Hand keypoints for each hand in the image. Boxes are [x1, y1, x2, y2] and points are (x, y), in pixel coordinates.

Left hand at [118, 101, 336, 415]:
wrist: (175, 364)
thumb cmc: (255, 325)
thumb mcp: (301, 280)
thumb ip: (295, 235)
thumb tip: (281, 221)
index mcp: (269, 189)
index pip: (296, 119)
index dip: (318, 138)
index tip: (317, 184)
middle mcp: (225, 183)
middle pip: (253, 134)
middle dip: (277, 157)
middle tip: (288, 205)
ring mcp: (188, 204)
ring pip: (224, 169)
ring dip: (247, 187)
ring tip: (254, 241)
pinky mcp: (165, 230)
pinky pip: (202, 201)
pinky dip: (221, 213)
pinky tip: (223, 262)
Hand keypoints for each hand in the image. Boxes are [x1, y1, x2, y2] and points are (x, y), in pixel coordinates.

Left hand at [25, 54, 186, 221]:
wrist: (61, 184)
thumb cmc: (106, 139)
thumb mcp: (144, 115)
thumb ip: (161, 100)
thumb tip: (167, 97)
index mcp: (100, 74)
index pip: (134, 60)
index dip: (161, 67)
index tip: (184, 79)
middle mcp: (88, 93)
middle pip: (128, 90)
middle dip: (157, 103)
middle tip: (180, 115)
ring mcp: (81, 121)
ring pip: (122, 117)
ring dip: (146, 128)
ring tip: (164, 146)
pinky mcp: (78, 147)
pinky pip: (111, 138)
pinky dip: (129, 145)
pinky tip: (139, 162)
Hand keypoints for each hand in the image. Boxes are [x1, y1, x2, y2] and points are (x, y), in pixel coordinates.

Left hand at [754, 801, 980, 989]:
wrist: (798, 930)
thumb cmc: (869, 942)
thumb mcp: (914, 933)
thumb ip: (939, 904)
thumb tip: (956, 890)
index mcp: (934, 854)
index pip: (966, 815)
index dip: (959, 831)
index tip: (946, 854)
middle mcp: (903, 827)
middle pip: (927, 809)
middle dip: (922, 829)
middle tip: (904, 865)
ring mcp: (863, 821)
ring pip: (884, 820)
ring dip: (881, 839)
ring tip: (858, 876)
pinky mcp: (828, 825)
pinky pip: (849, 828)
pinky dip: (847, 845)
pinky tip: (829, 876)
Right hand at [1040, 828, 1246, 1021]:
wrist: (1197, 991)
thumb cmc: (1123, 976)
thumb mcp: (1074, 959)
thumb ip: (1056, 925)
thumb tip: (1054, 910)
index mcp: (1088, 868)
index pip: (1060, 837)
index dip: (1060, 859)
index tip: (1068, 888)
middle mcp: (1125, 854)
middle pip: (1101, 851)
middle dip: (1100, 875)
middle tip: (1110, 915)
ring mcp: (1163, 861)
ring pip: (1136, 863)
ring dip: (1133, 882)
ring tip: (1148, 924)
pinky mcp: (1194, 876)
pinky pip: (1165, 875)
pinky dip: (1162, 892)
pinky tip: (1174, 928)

--

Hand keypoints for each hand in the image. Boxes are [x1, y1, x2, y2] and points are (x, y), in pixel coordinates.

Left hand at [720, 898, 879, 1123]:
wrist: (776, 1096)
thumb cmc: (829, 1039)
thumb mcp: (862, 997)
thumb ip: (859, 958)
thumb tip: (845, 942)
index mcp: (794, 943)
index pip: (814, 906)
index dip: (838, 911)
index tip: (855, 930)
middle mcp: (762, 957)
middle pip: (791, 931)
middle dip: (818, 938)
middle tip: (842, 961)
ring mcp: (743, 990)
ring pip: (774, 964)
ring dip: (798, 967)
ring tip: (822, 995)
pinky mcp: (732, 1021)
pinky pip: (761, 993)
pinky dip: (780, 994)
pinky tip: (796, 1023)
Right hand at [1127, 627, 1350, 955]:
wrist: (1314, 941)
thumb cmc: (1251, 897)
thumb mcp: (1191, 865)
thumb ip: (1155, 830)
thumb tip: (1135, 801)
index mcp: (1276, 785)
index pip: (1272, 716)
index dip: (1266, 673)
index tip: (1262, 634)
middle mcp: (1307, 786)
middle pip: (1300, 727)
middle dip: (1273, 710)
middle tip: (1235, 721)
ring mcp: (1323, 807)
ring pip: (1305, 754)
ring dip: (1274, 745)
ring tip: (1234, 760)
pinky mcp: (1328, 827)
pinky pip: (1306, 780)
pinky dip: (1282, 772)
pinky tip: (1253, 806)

== AIM OF THE TASK ==
All lines in the data above from the one with "middle tip: (180, 115)" through the one with "pinky tip: (139, 162)" must be repeated exactly, and no others.

== ANSWER TO THE PROBLEM ==
middle tip: (180, 115)
ring mcp: (81, 121)
ring pip: (122, 117)
ring dip: (146, 128)
ring tip: (164, 146)
pinky mcp: (78, 147)
pinky pip: (111, 138)
pinky dip: (129, 145)
pinky tip: (139, 162)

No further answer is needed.